Avis scientifique sur la pertinence d’offrir le Programme québécois de dépistage du cancer du sein (PQDCS) aux femmes âgées de 70 à 74 ans
Plusieurs essais cliniques randomisés (ECR) ont démontré la capacité de la mammographie de dépistage à réduire la mortalité due au cancer du sein, et des programmes de dépistage du cancer du sein ont été implantés au Québec et ailleurs. Le Programme québécois de dépistage du cancer du sein (PQDCS), comme la plupart des programmes structurés, offre une mammographie tous les deux ans aux femmes de 50 à 69 ans.
Au Québec, les femmes de 70 ans et plus peuvent continuer à recevoir des mammographies en dehors du PQDCS, avec une prescription médicale, ce que font environ 30 % des Québécoises de 70-74 ans. D’autres programmes offrent des services aux femmes au-delà de 70 ans, certains faisant une invitation systématique jusqu’à l’âge de 75 ou même 80 ans.
Si la capacité de la mammographie de réduire la mortalité est bien établie, on reconnaît aussi qu’elle entraîne des inconvénients, dont des faux positifs, des cancers secondaires à la radiation et la surdétection, c’est-à-dire l’identification des cas qui n’auraient jamais produit de problèmes de santé.
Devant le recours fréquent au dépistage au-delà de 70 ans et l’extension de l’offre aux femmes plus âgées d’autres programmes et conscient de la possibilité que les inconvénients au dépistage soient plus importants chez les femmes plus âgées, le ministère de la Santé et des Services sociaux du Québec a demandé à l’Institut national de santé publique de se pencher sur l’opportunité et les modalités d’une inclusion éventuelle des femmes de 70 à 74 ans dans le PQDCS.
Neuf ECR ont démontré une réduction moyenne de 19 % de la mortalité par cancer du sein chez les femmes de tout âge invitées au dépistage, et de 31 % chez les femmes de 60 ans et plus. Dans le sous-ensemble de ces femmes qui ont participé au dépistage, la réduction était d’environ 45 %. Si l’on considère la réduction maximale de la mortalité qui peut être atteinte après plus de cinq ans de dépistage, la réduction de la mortalité est d’au moins 50 %. Cette réduction, plus forte que ce qui est souvent cité, est confirmée par des études non expérimentales de qualité moindre et semble être du même ordre pour les femmes de 70 ans et plus.

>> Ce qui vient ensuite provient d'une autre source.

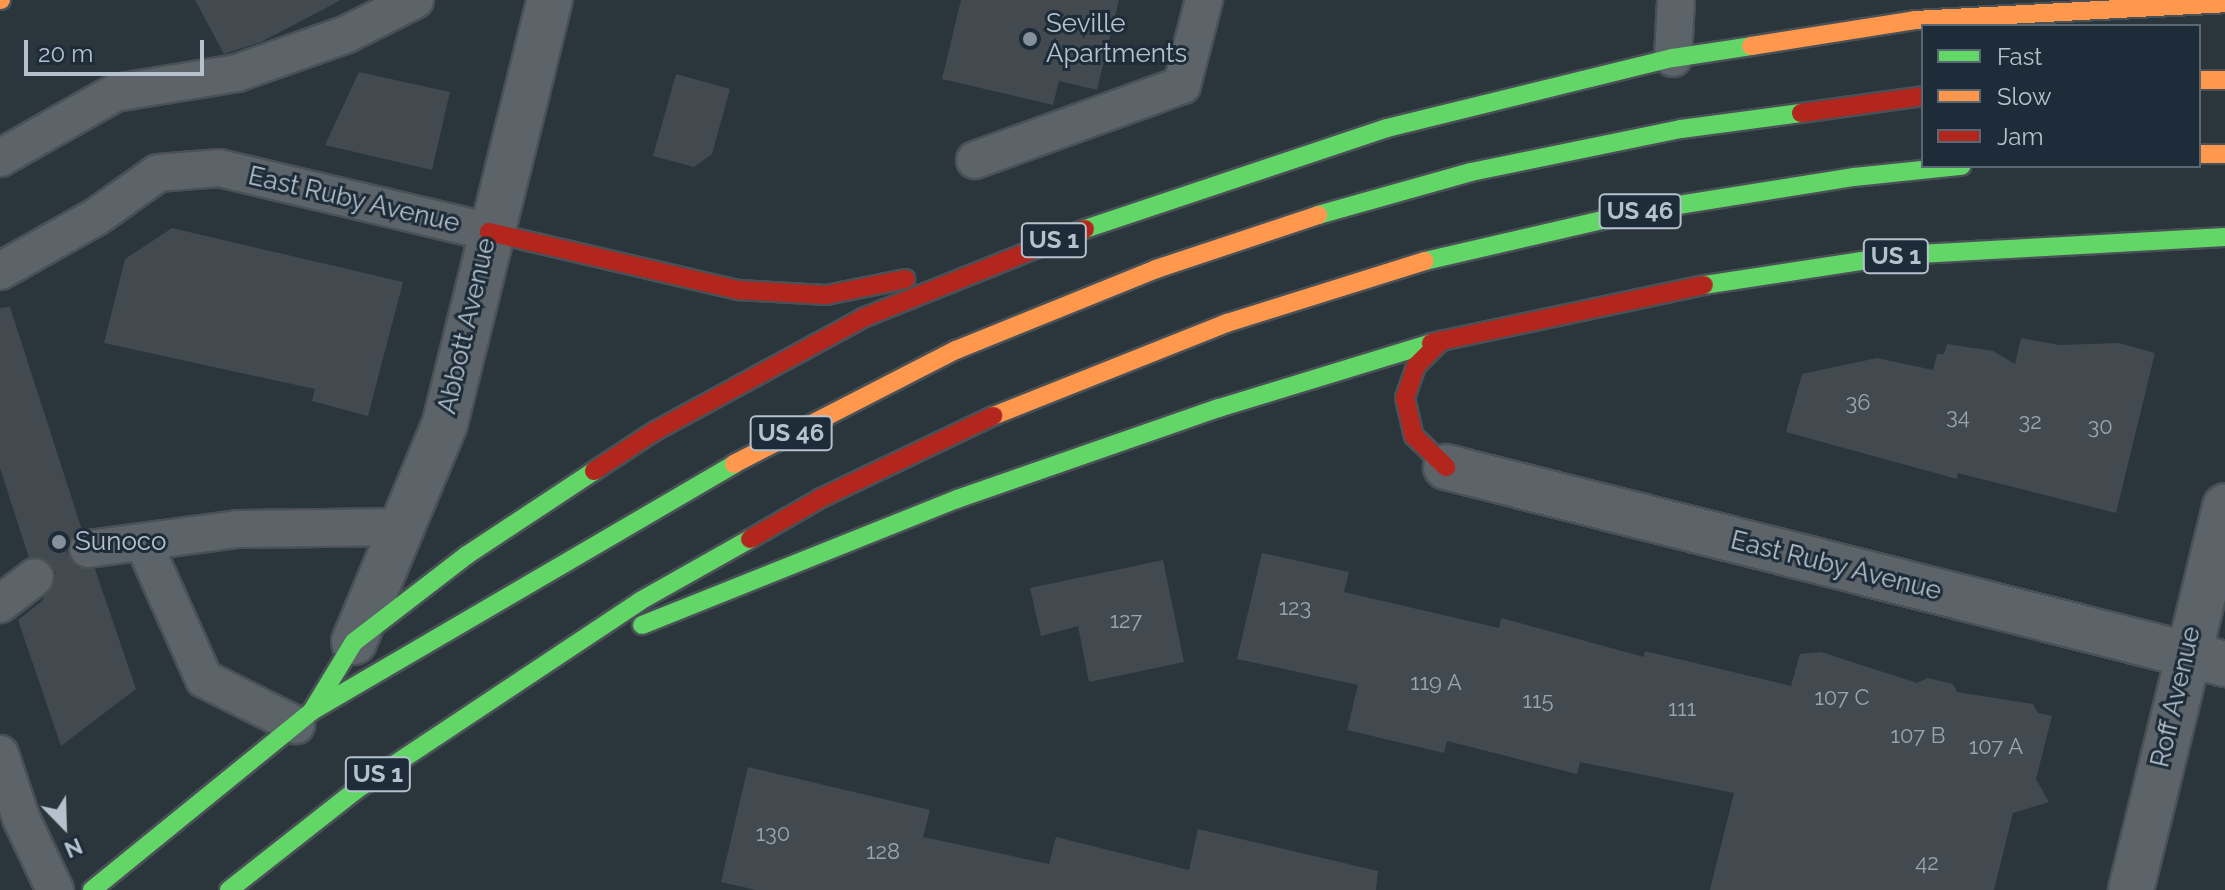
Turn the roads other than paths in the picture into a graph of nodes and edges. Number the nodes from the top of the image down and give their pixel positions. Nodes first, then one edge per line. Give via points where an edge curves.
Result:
1 (415, 0) edge
2 (550, 0) edge
3 (1204, 0) edge
4 (1676, 0) edge
5 (2225, 3) edge
6 (1673, 58) junction
7 (2201, 80) edge
8 (2225, 80) edge
9 (1921, 96) edge
10 (2201, 154) edge
11 (2225, 154) edge
12 (0, 158) edge
13 (975, 160) dead end
14 (1942, 168) edge
15 (489, 232) junction
16 (2225, 237) edge
17 (1024, 251) junction
18 (0, 271) edge
19 (1442, 340) junction
20 (1446, 467) joint
21 (2225, 506) edge
22 (406, 527) junction
23 (143, 542) junction
24 (88, 549) dead end
25 (35, 577) dead end
26 (0, 604) edge
27 (354, 642) junction
28 (2205, 659) edge
29 (535, 668) junction
30 (304, 718) junction
31 (0, 754) edge
32 (55, 890) edge
33 (92, 890) edge
34 (229, 890) edge
35 (2131, 890) edge

1 - 12 lane via 347,34 237,73 115,93
2 - 15 street, Abbott Avenue
3 - 13 lane via 1182,85
4 - 6 lane
5 - 6 highway, US 1 via 1915,20
6 - 17 highway, US 1 via 1372,132
7 - 8 highway
9 - 30 highway, US 46 via 1681,129 1471,172 1301,220 1098,291 956,350 755,451
10 - 11 highway
14 - 29 highway, US 46 via 1641,211 1433,259 1227,323 1026,401 821,498 727,549
15 - 17 highway via 692,282 783,295 867,288
15 - 18 lane, East Ruby Avenue via 219,168 158,173 96,217
15 - 22 street, Abbott Avenue via 445,423
16 - 19 highway, US 1 via 1887,257 1675,289
17 - 27 highway, US 1 via 865,317 731,386 569,485
19 - 20 highway via 1416,366 1405,398 1414,436
19 - 29 highway, US 1 via 1219,408 970,494
20 - 28 street, East Ruby Avenue
21 - 28 street, Roff Avenue
22 - 23 lane via 238,529
22 - 27 street, Abbott Avenue
23 - 24 lane
23 - 30 lane via 204,679
25 - 26 lane
27 - 30 highway, US 1
28 - 35 street, Roff Avenue
29 - 34 highway, US 1 via 356,790
30 - 33 highway, US 1
31 - 32 lane via 21,818

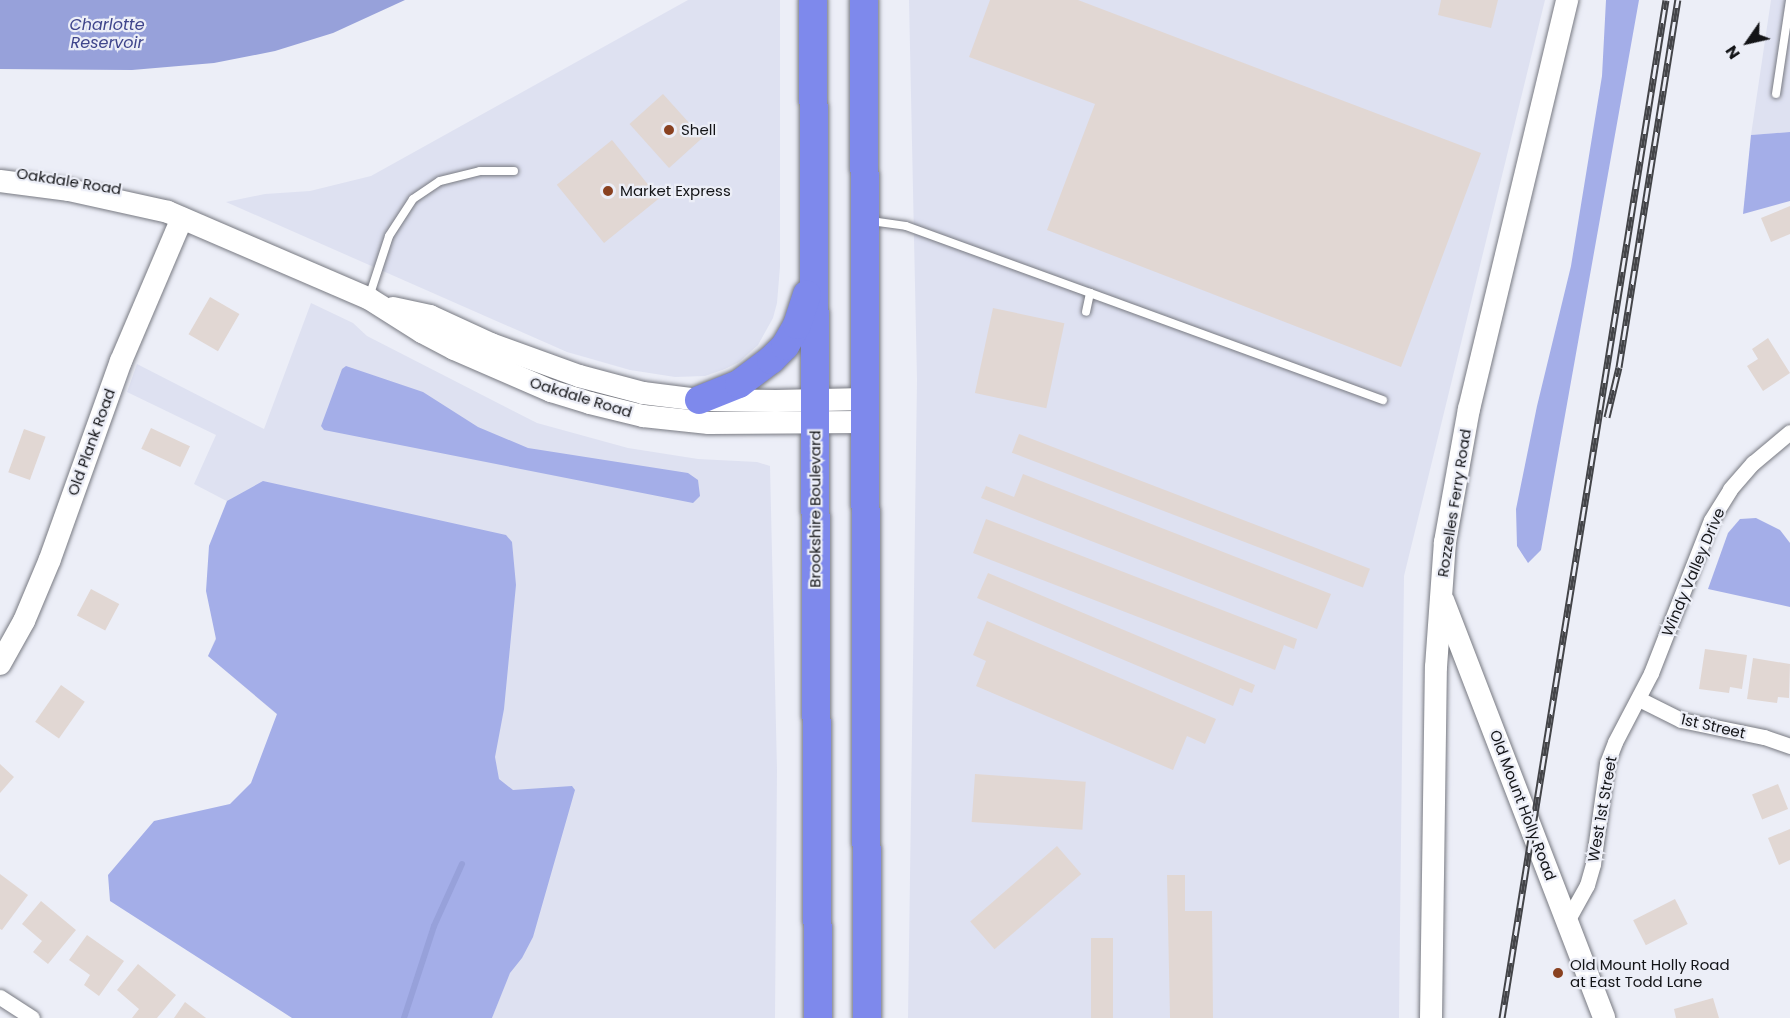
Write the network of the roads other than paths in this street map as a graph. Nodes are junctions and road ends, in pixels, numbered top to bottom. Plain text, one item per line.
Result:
1 (813, 0) edge
2 (864, 0) edge
3 (1567, 0) edge
4 (1790, 0) edge
5 (1776, 94) dead end
6 (514, 171) dead end
7 (0, 174) edge
8 (0, 181) edge
9 (175, 215) junction
10 (865, 220) junction
11 (814, 270) junction
12 (1090, 293) junction
13 (377, 303) junction
14 (1086, 312) dead end
15 (699, 400) junction
16 (1383, 400) dead end
17 (865, 410) junction
18 (814, 412) junction
19 (1790, 432) edge
20 (1440, 593) junction
21 (0, 664) edge
22 (1639, 699) junction
23 (1790, 746) edge
24 (1567, 921) junction
25 (0, 997) edge
26 (32, 1018) edge
27 (818, 1018) edge
28 (867, 1018) edge
29 (1431, 1018) edge
30 (1604, 1018) edge

1 - 11 highway, Brookshire Boulevard
2 - 10 highway
3 - 20 street, Rozzelles Ferry Road
4 - 5 lane
6 - 13 lane
7 - 9 street, Oakdale Road
8 - 9 street, Oakdale Road
9 - 13 street, Oakdale Road
9 - 21 street, Old Plank Road
10 - 12 lane
10 - 17 highway
11 - 15 highway
11 - 18 highway, Brookshire Boulevard
12 - 14 lane
12 - 16 lane
13 - 15 street, Oakdale Road
13 - 18 street, Oakdale Road
15 - 18 street, Oakdale Road
17 - 18 street, Oakdale Road
17 - 28 highway
18 - 27 highway, Brookshire Boulevard
19 - 22 street, Windy Valley Drive
20 - 24 street, Old Mount Holly Road
20 - 29 street, Rozzelles Ferry Road
22 - 23 street, 1st Street
22 - 24 street, West 1st Street
24 - 30 street, Old Mount Holly Road
25 - 26 street

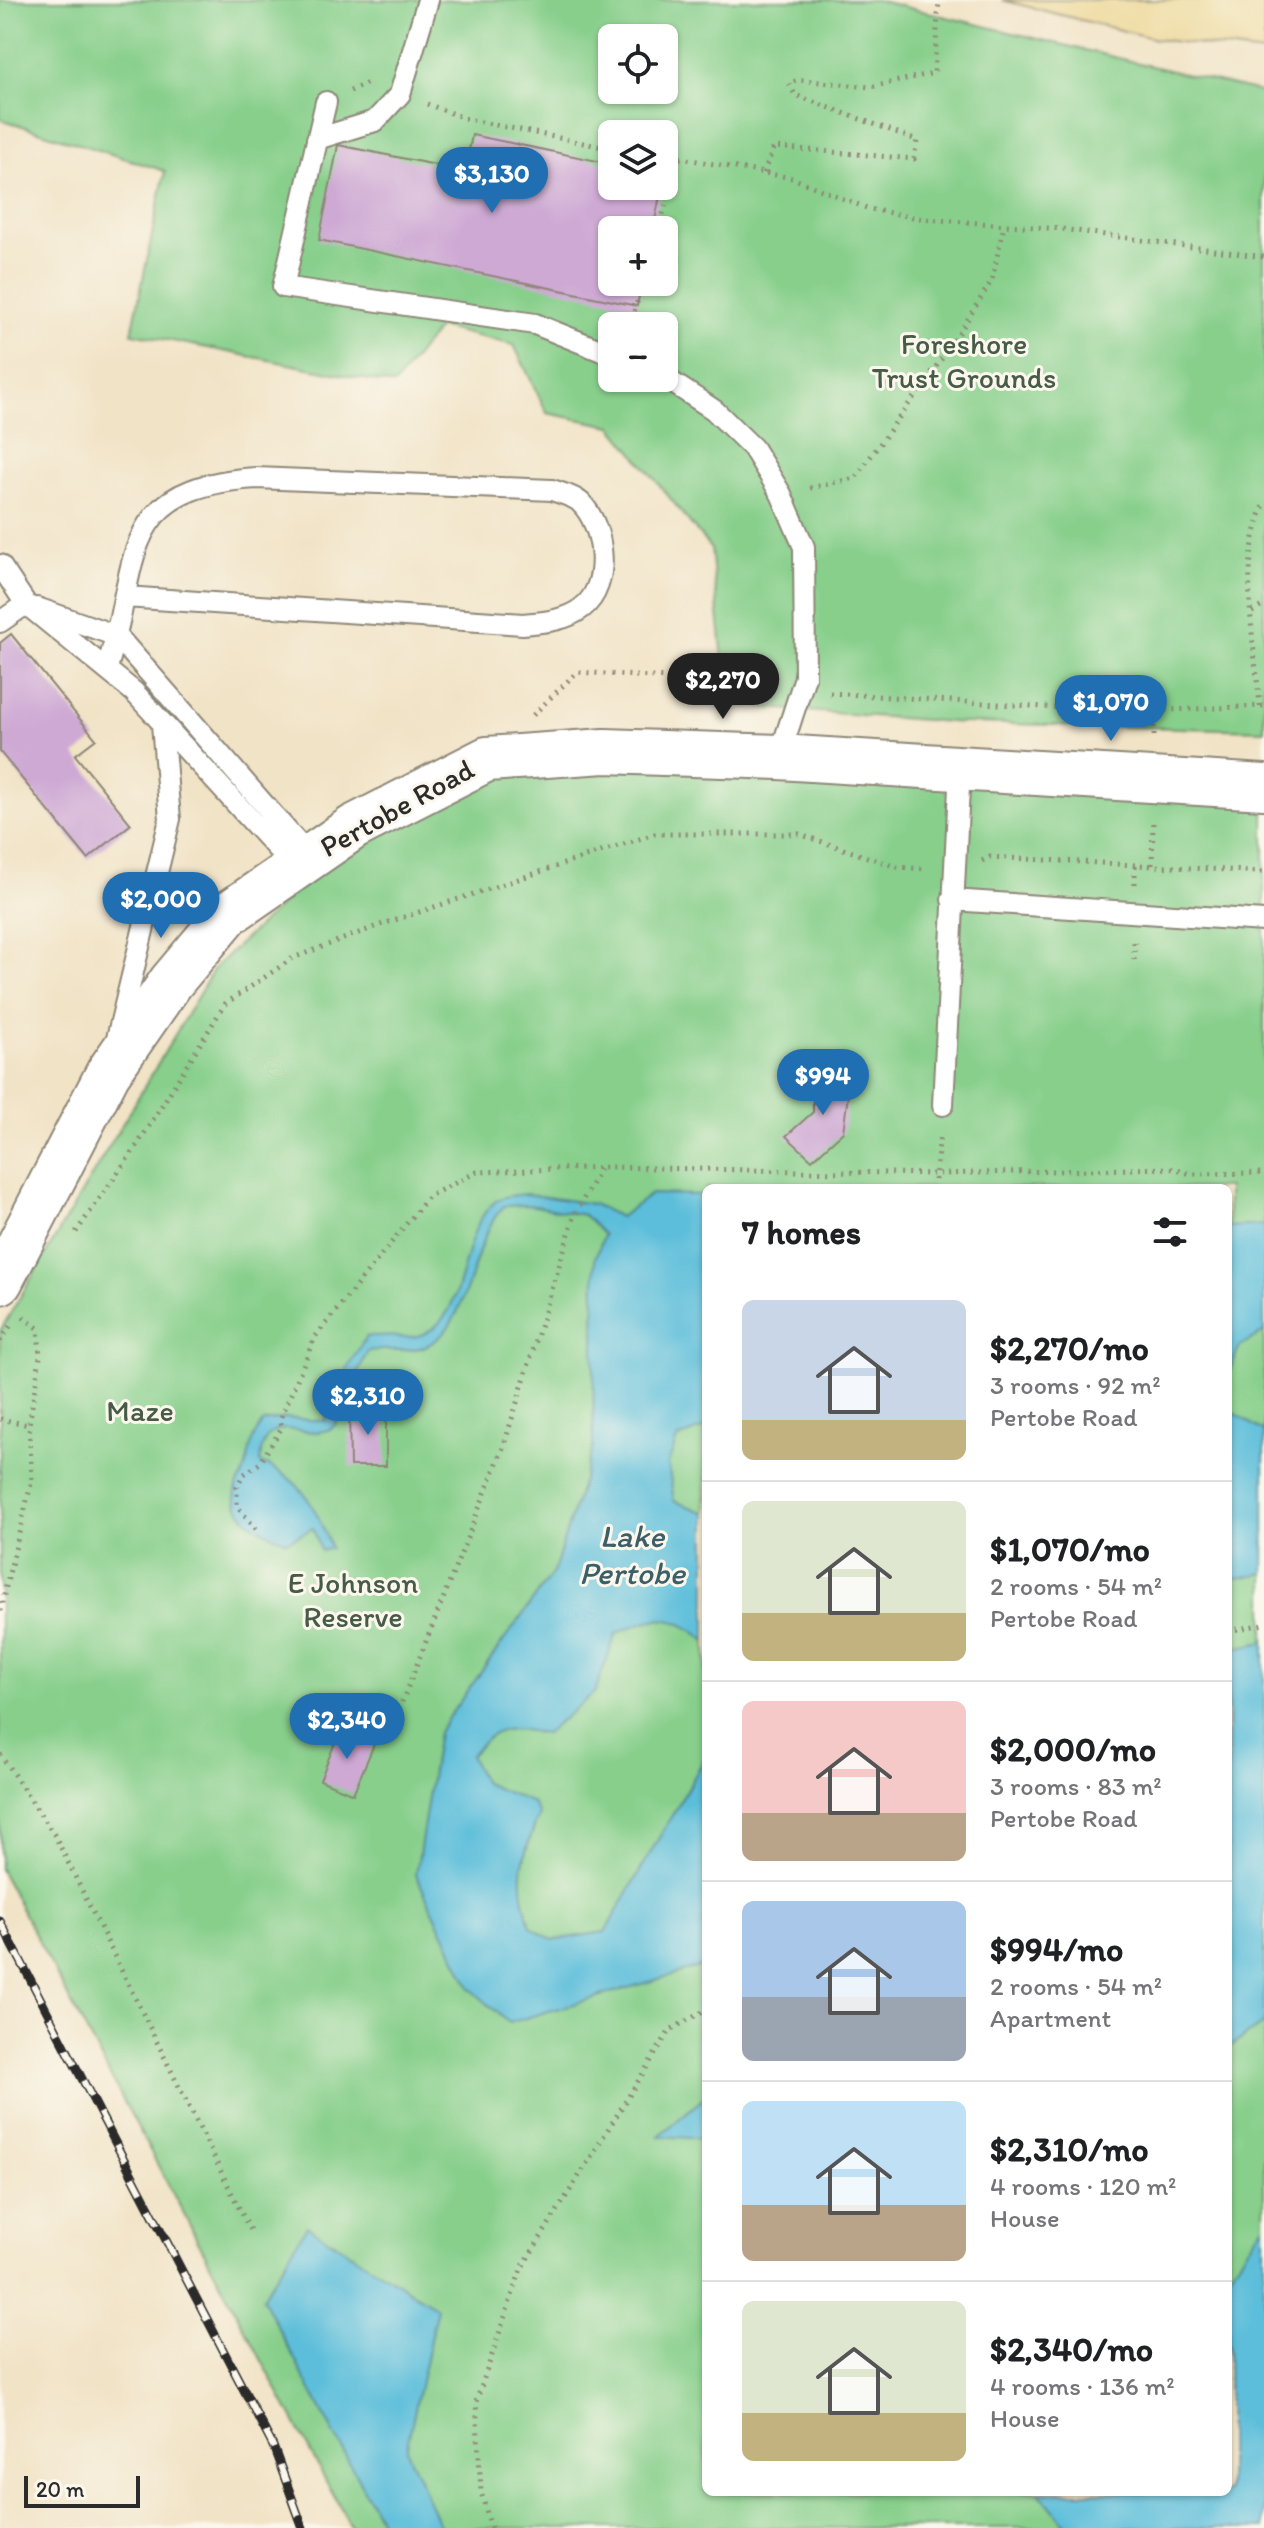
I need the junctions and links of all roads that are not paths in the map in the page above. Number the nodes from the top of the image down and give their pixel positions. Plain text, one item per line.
1 (428, 0) edge
2 (326, 102) road end
3 (317, 139) junction
4 (598, 349) edge
5 (678, 386) edge
6 (0, 565) edge
7 (125, 597) junction
8 (26, 604) junction
9 (0, 622) edge
10 (117, 636) junction
11 (107, 668) junction
12 (162, 724) junction
13 (779, 757) junction
14 (960, 768) junction
15 (1262, 787) edge
16 (301, 861) junction
17 (952, 900) junction
18 (1264, 921) edge
19 (108, 1073) junction
20 (943, 1105) road end
21 (15, 1299) edge

1 - 3 lane
2 - 3 lane
3 - 4 lane
5 - 13 lane
6 - 8 lane
7 - 7 lane
7 - 10 lane
8 - 9 lane
8 - 10 lane
8 - 11 lane
10 - 11 lane
10 - 16 lane
11 - 12 lane
12 - 16 lane
12 - 19 lane
13 - 14 street, Pertobe Road
13 - 16 street, Pertobe Road
14 - 15 street, Pertobe Road
14 - 17 lane
16 - 19 street, Pertobe Road
17 - 18 lane
17 - 20 lane
19 - 21 street, Pertobe Road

Les inconvénients du dépistage sont aussi présents chez les femmes plus âgées. Le phénomène de la surdétection est plus problématique, car les cancers ont tendance à évoluer plus lentement et les femmes ont une espérance de vie plus courte. Ainsi, pour 1 000 femmes participant au dépistage, le nombre de décès évitables par cinq ans de dépistage commençant à 65, 70 ou 75 ans est relativement stable (1,5-1,6 décès), mais le nombre de cas de surdétection augmente graduellement, passant de 1,9 à 65 ans, à 2,3 à 70 ans, et à 3,6 à 75 ans. Cet équilibre des avantages et inconvénients sera différent selon la personne, notamment en fonction de son espérance de vie.
Nous recommandons donc de ne pas faire d’invitation systématique au dépistage pour les femmes de 70 à 74 ans, mais plutôt de privilégier une prescription individuelle s’appuyant sur une évaluation des avantages et inconvénients individuels, une prise de décision partagée et un consentement libre et éclairé. Une fois cette prescription effectuée, le PQDCS inviterait ces femmes jusqu'à l’âge de 75 ans. Les femmes qui décident de continuer avec le dépistage au-delà de 70 ans devraient pouvoir bénéficier de tous les avantages du programme, dont l’invitation jusqu'à 74 ans, la communication des résultats par une lettre, le suivi de la prise en charge et des mesures d’assurance de la qualité. Le dépistage ne devrait pas être recommandé aux femmes ayant une espérance de vie de moins de 10 ans.